Apart from the pictures, every entry should be reproduced exactly.
++++ Information shown ++++
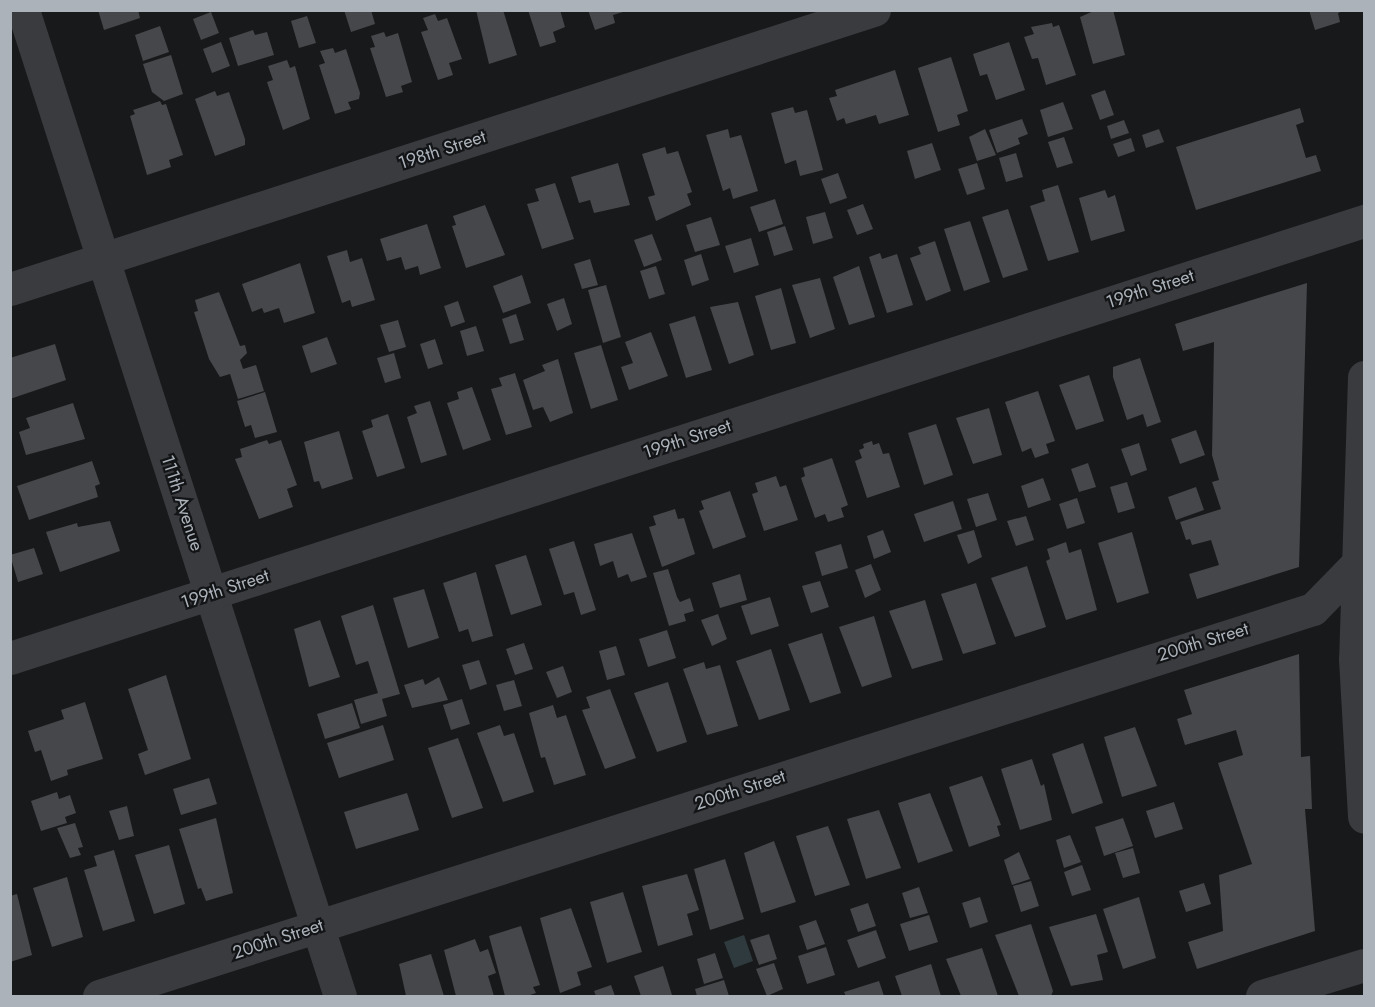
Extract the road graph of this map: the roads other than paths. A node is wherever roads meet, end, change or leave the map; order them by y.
1 (23, 10) edge
2 (874, 10) edge
3 (826, 18) edge
4 (1365, 221) edge
5 (103, 260) junction
6 (10, 289) edge
7 (1365, 377) edge
8 (1361, 561) edge
9 (211, 593) junction
10 (10, 658) edge
11 (1365, 817) edge
12 (317, 926) junction
13 (1365, 965) edge
14 (99, 996) edge
15 (340, 996) edge
16 (1262, 996) edge

1 - 5 street, 111th Avenue
2 - 3 street, 198th Street
3 - 5 street, 198th Street
4 - 9 street, 199th Street
5 - 6 street, 198th Street
5 - 9 street, 111th Avenue
7 - 8 street
8 - 11 street
8 - 12 street, 200th Street
9 - 10 street, 199th Street
9 - 12 street, 111th Avenue
12 - 14 street, 200th Street
12 - 15 street, 111th Avenue
13 - 16 street

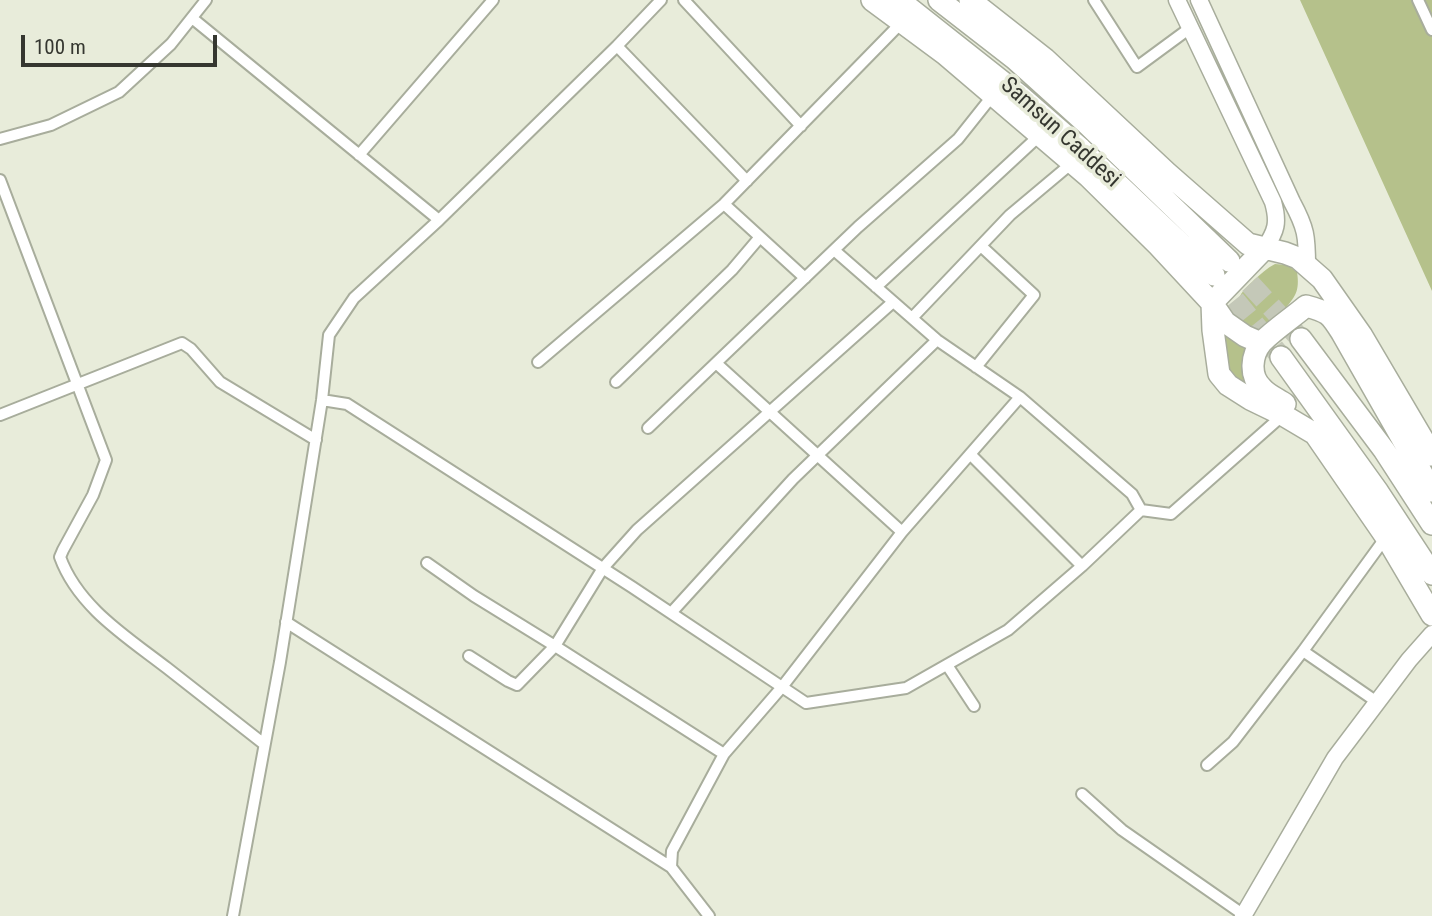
++++
▶ Answer space:
Extract the road graph of this map: the roads other than paths. A node is wherever roads meet, end, change or leave the map; order them by y.
1 (23, 10) edge
2 (874, 10) edge
3 (826, 18) edge
4 (1365, 221) edge
5 (103, 260) junction
6 (10, 289) edge
7 (1365, 377) edge
8 (1361, 561) edge
9 (211, 593) junction
10 (10, 658) edge
11 (1365, 817) edge
12 (317, 926) junction
13 (1365, 965) edge
14 (99, 996) edge
15 (340, 996) edge
16 (1262, 996) edge

1 - 5 street, 111th Avenue
2 - 3 street, 198th Street
3 - 5 street, 198th Street
4 - 9 street, 199th Street
5 - 6 street, 198th Street
5 - 9 street, 111th Avenue
7 - 8 street
8 - 11 street
8 - 12 street, 200th Street
9 - 10 street, 199th Street
9 - 12 street, 111th Avenue
12 - 14 street, 200th Street
12 - 15 street, 111th Avenue
13 - 16 street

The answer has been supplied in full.